In collaboration with the Early Modern & Eighteenth Century Centre.
Format:
If you have any questions about any of this, please email us at queerhistory@warwick.ac.uk
Abstract
This paper presents a reassessment of the place of witchcraft accusations in the history of early modern sexual transgression. While it is well known that witchcraft was collocated with sexually transgressive behaviour (as well as with related crimes such as heresy) in medieval and early modern European thought, I argue for the concurrent development of an overlooked paradigm that used witchcraft as a retrospective excuse for transgressive sexual and emotional attraction. Drawing on the findings of my monograph, The Reputation of Edward II, c. 1305-1697: A Literary Transformation of History (Amsterdam University Press, forthcoming 19/10/20), alongside the contemporary discourse surrounding intimate royal favourites in England and France, I demonstrate that early modern commentators used the discourse of bewitchment as a strategy to negotiate the problem of monarchs’ and others’ unwise, inexplicable or transgressive sexual and emotional attraction. Their paper traces the extent of this strategy, from same-sex attraction to interracial attraction – as well as the scepticism that the convenient ‘bewitchment excuse’ quickly attracted.

Hannah Ayres
Queer pedagogy, queer history, and the road to inclusion
Wednesday December 9th 2020 - 6.30-8pm
Format
This talk took the form of a live talk via Zoom, followed by a Q&A session.
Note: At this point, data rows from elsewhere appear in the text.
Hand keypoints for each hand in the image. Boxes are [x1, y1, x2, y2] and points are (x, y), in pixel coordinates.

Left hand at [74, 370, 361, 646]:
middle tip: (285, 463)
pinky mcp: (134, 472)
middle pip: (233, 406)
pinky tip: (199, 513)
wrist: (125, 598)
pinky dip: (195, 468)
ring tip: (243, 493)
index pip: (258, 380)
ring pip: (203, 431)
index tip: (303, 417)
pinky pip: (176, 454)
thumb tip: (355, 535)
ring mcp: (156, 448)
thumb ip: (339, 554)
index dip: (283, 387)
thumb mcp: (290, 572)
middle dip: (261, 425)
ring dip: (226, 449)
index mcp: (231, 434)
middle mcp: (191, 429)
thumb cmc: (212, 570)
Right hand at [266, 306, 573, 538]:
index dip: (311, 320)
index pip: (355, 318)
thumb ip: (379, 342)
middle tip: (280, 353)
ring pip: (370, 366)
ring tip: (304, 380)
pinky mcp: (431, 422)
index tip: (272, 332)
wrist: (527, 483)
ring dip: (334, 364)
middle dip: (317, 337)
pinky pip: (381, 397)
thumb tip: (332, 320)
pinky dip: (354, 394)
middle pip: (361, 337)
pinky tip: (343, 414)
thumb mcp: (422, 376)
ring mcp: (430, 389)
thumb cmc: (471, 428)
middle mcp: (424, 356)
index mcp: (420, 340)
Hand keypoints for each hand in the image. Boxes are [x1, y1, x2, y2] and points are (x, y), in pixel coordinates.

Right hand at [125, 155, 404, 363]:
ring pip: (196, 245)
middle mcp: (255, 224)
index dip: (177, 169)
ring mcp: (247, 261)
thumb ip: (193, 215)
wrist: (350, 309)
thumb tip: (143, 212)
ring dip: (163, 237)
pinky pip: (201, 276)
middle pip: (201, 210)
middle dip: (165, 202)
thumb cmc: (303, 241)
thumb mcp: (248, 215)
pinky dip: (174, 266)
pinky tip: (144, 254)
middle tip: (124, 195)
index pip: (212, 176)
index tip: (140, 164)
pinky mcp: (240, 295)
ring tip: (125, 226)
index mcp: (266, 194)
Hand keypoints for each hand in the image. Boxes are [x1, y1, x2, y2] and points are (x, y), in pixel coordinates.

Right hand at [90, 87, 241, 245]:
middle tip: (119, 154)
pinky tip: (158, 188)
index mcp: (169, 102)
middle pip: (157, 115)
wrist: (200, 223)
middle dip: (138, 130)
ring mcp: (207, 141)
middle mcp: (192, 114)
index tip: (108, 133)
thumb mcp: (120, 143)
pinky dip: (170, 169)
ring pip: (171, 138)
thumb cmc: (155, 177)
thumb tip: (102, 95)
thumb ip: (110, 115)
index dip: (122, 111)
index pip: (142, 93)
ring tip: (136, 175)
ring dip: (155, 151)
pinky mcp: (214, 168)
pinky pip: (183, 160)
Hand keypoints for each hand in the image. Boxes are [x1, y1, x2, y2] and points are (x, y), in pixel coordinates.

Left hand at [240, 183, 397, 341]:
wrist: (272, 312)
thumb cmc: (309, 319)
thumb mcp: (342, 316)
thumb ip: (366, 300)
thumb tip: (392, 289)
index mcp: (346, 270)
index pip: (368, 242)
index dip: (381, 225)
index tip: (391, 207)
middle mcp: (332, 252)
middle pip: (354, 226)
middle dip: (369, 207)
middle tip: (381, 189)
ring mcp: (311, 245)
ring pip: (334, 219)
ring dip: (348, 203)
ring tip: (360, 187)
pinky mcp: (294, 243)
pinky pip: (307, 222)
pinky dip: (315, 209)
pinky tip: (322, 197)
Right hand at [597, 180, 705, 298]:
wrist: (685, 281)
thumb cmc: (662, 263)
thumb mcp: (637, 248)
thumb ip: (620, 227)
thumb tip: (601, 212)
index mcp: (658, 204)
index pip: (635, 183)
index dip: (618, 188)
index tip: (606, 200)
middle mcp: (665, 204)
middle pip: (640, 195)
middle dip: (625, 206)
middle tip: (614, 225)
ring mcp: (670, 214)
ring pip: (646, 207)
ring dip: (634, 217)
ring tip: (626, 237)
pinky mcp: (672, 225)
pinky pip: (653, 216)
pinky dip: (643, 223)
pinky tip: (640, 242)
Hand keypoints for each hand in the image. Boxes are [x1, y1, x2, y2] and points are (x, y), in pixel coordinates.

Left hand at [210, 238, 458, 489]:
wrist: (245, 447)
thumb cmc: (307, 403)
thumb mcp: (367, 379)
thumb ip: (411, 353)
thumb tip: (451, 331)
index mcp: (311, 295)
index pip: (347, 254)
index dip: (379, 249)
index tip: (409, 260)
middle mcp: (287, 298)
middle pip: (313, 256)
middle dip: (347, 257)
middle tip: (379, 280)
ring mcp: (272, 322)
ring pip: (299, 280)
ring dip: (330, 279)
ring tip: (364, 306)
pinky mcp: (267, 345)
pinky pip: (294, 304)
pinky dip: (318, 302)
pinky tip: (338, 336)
It was broadcast to the Facebook event and our Youtube. The Q&A session is available here.
Speaker Biography
Hannah Ayres is a third year PhD student in the department of Sociology at the University of Warwick. She is researching queer re/presentation in museums and how queer individuals create, critique, and internalise these re/presentations. She has previously taught on modules to do with gender, research methods and queer theory. Hannah has also helped to produce guidance for the University of Warwick on inclusive teaching for trans and gender-diverse students. She is broadly interested in queer history; public history; queer theory; memory studies; visual sociology; gender and social theory. She is the current convener of queer/disrupt alongside Nick Cherryman, and helps to manage and oversee the group’s activities.
Abstract
What does inclusion look like in university classrooms?
This is a question often posed by equality and diversity departments within universities and the answers presented are often posed as straight forward and simple - don't make students feel uncomfortable, make everyone feel welcome and included etc. I feel that the question of inclusion is infinitely more complicated and does not, unfortunately, have a simple answer. Taking queer history (and the study of sexuality and gender in history) as a case study, I am to unpack some of the complications that can arise from trying to incorporate an uncritical politic of inclusion. I argue that we should adopt some of the skills developed through queer pedagogy: allowing our work to disrupt established norms and taken for granted knowledge; truly incorporating topics beyond surface level engagement; allowing a place where students feel able to critically engage with difficult topics in a safe way and to allow space for discomfort and emotive responses to enter the classroom.
This talk will be done in collaboration with Warwick SU as part of their Hidden Histories series.